Cats like to get what they want. Mine fully expect I’ll fulfill their every whim and, if I don’t, I get sass. That’s right — my kitties aren’t shy about showing me they’re unhappy with my choices. They’re like bold teenagers with brazen mouths. I’m familiar with the sass of teenagers and cats because I’ve lived with both of them … and lived to tell about it. Really, it’s all part of parenting cats and humans alike.
Here are five ways my cats put on their smart-alecky best, along with my opinion of the teenager equivalent. Oh, just a quick note: These aren’t examples from my own teens. I don’t want them reading this and thinking I’m making up stories about them or throwing them under the bus. They were way less sassy than other kids I know. Still, there was some sass.
1. “Flick you”
Cosmo is the king of the tail-flick, but Phoebe comes in a close second. When he doesn’t like my answer to his request, he turns sharply and flicks his tail as he walks away. Sometimes there’s a clipped meow that goes along with it, and that indicates he means business.
Teenager equivalent: Yelling “fine!” and then stomping out of the room and slamming the door.
2. “You ruined by entire life!”
On some occasions, one of my cats will use his or her whole body to alert me of the overwhelming irritation. This includes airplane ears, annoyed eyes, and body language that tells me, “Can you be any more of a buzz kill?” For example, if I must (and usually don’t) need to move one of the cats off the bed so I can make it or change the sheets, they’ll act like I just ruined their entire life. Pout, pout, pout. I’m the worst cat mom ever … in that moment. Things change drastically when I shake the treat bag.
Teenager equivalent: Not being able to go to a concert with friends because it’s a two-hour drive and they’re only 14 and not riding along with that older friend who just got her license and has a reputation for being in the “fast crowd*.”
*My kids still make fun of me for using the term “fast crowd.”
3. “I’m not going anywhere”
Phoebe is one who stands her ground, no matter what I have to say to her. If she wants food and it’s not mealtime, she’ll throw those ears back, give me the stink eye, and continue to park herself right beside her bowl. She figures if she waits long enough, and the stink eye burns enough, I’ll give in. Nope. (Usually.)

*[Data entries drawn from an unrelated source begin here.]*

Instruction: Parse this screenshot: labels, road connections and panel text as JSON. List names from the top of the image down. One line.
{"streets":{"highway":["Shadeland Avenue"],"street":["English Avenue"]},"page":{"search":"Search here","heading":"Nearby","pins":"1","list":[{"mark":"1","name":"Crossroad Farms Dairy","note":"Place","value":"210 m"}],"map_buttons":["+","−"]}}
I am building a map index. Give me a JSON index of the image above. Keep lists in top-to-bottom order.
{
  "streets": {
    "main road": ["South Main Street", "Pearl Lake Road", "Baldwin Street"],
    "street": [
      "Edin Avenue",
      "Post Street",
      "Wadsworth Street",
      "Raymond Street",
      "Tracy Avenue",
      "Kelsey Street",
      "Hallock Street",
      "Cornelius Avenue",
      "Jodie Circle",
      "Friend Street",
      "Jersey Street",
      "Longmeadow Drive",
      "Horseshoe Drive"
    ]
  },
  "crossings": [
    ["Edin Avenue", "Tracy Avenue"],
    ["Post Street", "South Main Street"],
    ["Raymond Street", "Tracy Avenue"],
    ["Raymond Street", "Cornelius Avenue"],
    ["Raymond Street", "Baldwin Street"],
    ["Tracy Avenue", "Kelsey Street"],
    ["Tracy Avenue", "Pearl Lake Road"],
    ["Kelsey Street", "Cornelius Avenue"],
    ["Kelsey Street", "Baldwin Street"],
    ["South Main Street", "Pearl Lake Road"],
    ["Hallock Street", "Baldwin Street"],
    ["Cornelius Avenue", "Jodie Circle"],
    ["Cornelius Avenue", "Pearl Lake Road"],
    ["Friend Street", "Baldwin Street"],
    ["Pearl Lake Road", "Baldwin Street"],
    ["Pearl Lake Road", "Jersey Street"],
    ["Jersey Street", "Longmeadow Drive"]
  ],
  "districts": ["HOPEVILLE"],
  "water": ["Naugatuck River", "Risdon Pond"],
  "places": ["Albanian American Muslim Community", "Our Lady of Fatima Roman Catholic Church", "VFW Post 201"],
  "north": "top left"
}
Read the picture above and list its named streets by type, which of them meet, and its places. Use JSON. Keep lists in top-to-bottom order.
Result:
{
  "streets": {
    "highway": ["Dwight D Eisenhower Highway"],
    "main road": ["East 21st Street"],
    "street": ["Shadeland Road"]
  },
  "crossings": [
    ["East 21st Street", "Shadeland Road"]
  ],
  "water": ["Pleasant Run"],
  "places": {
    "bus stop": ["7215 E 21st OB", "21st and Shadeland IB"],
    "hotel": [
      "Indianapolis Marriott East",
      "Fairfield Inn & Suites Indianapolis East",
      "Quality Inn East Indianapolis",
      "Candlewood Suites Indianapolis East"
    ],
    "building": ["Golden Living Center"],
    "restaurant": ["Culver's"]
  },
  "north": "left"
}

Teenager equivalent: Not getting to attend a sleepover because the next morning is a driver’s ed lesson and they need to feel well-rested. “But Mom! I promise I’ll go to sleep early!” And then continuing negotiations to no avail. Yeah, teens can give good stink eye.
4. “You’re not here”
One way Saffy likes to make her beef known is by pretending I no longer exist. She won’t meet my eyes and refuses to react to me in any way. If I’m not going to give her what she wants, I’m dead to her. That sounds dramatic, I know, but who’s more dramatic than a cat? For real.
Teenager equivalent: The silent treatment after receiving unpleasant news like “Sorry, you can’t take my brand new car to a party because it’s sleeting and you’re a new driver. Yes, I know the girl you like is going to be there.” Life: officially ruined.
5. “Well, that’s just not going to work”
Phoebe is the most persistent of my three, and sometimes she acts absolutely incredulous when she doesn’t get her way. She combines Nos. 1-4 and throws her whole self into the production. The ears are cocked, the tail gets flicked, she dishes out some serious stink eye, and then completely ignores me. This the is Queen Mother of all sass. In Phoebe’s case, this reaction is given primarily when I separate her from her precious pile of warm laundry. This is a definite no-no in Phoebe’s world. She’ll have none of it, and there’s no mistaking her annoyance and serious sass.
Teenager equivalent: Locked in the bedroom, music blaring, refusing to talk to parents or join the family for mealtime. This might happen after something terrible has befallen them … you know, like having their parents show up at a public place where they’re hanging with their friends — and maybe a love interest — and then having to sit through those parents telling embarrassing stories about when they were toddlers and shoved raisins up their nostrils. The worst!